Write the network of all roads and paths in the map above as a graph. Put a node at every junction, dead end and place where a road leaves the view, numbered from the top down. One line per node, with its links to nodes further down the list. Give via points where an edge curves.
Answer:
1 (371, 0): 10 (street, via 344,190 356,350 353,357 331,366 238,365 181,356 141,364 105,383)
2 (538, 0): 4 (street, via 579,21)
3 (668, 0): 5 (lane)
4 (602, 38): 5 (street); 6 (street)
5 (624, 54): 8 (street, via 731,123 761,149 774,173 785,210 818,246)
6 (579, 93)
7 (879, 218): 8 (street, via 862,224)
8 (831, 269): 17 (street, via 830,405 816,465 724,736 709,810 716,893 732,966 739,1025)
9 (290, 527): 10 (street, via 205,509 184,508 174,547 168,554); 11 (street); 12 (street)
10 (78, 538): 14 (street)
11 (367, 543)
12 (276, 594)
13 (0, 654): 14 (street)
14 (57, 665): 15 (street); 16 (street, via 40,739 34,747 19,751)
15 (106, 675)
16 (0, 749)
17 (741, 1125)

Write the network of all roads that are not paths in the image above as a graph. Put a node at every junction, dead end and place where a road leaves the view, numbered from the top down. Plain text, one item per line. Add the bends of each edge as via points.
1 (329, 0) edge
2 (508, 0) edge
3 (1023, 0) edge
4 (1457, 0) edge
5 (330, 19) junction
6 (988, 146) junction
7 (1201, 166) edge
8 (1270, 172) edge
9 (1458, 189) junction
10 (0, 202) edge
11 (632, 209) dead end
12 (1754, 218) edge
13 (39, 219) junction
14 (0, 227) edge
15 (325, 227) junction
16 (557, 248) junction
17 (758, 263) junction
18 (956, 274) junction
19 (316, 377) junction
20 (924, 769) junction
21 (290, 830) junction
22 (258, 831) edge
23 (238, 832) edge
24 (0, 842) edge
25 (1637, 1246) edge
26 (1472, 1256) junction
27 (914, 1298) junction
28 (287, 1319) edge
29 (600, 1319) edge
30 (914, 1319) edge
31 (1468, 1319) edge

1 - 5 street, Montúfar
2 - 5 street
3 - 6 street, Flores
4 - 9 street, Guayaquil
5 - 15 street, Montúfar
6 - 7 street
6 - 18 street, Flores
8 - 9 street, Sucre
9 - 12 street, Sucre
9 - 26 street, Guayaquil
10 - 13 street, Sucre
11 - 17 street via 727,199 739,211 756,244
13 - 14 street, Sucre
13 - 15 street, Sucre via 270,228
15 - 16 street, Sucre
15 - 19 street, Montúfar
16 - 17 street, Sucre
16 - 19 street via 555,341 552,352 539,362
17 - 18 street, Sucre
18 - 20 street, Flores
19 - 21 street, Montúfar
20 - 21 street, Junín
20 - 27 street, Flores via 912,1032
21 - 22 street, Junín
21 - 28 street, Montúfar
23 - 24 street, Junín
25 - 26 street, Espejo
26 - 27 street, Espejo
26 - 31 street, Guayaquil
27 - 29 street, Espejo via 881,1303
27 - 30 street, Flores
....
### [Task prompt]
Every entry shown above should be written out again without a single difference.

### [Answer box]
Write the network of all roads and paths in the map above as a graph. Put a node at every junction, dead end and place where a road leaves the view, numbered from the top down. One line per node, with its links to nodes further down the list. Give via points where an edge curves.
Answer:
1 (371, 0): 10 (street, via 344,190 356,350 353,357 331,366 238,365 181,356 141,364 105,383)
2 (538, 0): 4 (street, via 579,21)
3 (668, 0): 5 (lane)
4 (602, 38): 5 (street); 6 (street)
5 (624, 54): 8 (street, via 731,123 761,149 774,173 785,210 818,246)
6 (579, 93)
7 (879, 218): 8 (street, via 862,224)
8 (831, 269): 17 (street, via 830,405 816,465 724,736 709,810 716,893 732,966 739,1025)
9 (290, 527): 10 (street, via 205,509 184,508 174,547 168,554); 11 (street); 12 (street)
10 (78, 538): 14 (street)
11 (367, 543)
12 (276, 594)
13 (0, 654): 14 (street)
14 (57, 665): 15 (street); 16 (street, via 40,739 34,747 19,751)
15 (106, 675)
16 (0, 749)
17 (741, 1125)

Write the network of all roads that are not paths in the image above as a graph. Put a node at every junction, dead end and place where a road leaves the view, numbered from the top down. Plain text, one item per line. Add the bends of each edge as via points.
1 (329, 0) edge
2 (508, 0) edge
3 (1023, 0) edge
4 (1457, 0) edge
5 (330, 19) junction
6 (988, 146) junction
7 (1201, 166) edge
8 (1270, 172) edge
9 (1458, 189) junction
10 (0, 202) edge
11 (632, 209) dead end
12 (1754, 218) edge
13 (39, 219) junction
14 (0, 227) edge
15 (325, 227) junction
16 (557, 248) junction
17 (758, 263) junction
18 (956, 274) junction
19 (316, 377) junction
20 (924, 769) junction
21 (290, 830) junction
22 (258, 831) edge
23 (238, 832) edge
24 (0, 842) edge
25 (1637, 1246) edge
26 (1472, 1256) junction
27 (914, 1298) junction
28 (287, 1319) edge
29 (600, 1319) edge
30 (914, 1319) edge
31 (1468, 1319) edge

1 - 5 street, Montúfar
2 - 5 street
3 - 6 street, Flores
4 - 9 street, Guayaquil
5 - 15 street, Montúfar
6 - 7 street
6 - 18 street, Flores
8 - 9 street, Sucre
9 - 12 street, Sucre
9 - 26 street, Guayaquil
10 - 13 street, Sucre
11 - 17 street via 727,199 739,211 756,244
13 - 14 street, Sucre
13 - 15 street, Sucre via 270,228
15 - 16 street, Sucre
15 - 19 street, Montúfar
16 - 17 street, Sucre
16 - 19 street via 555,341 552,352 539,362
17 - 18 street, Sucre
18 - 20 street, Flores
19 - 21 street, Montúfar
20 - 21 street, Junín
20 - 27 street, Flores via 912,1032
21 - 22 street, Junín
21 - 28 street, Montúfar
23 - 24 street, Junín
25 - 26 street, Espejo
26 - 27 street, Espejo
26 - 31 street, Guayaquil
27 - 29 street, Espejo via 881,1303
27 - 30 street, Flores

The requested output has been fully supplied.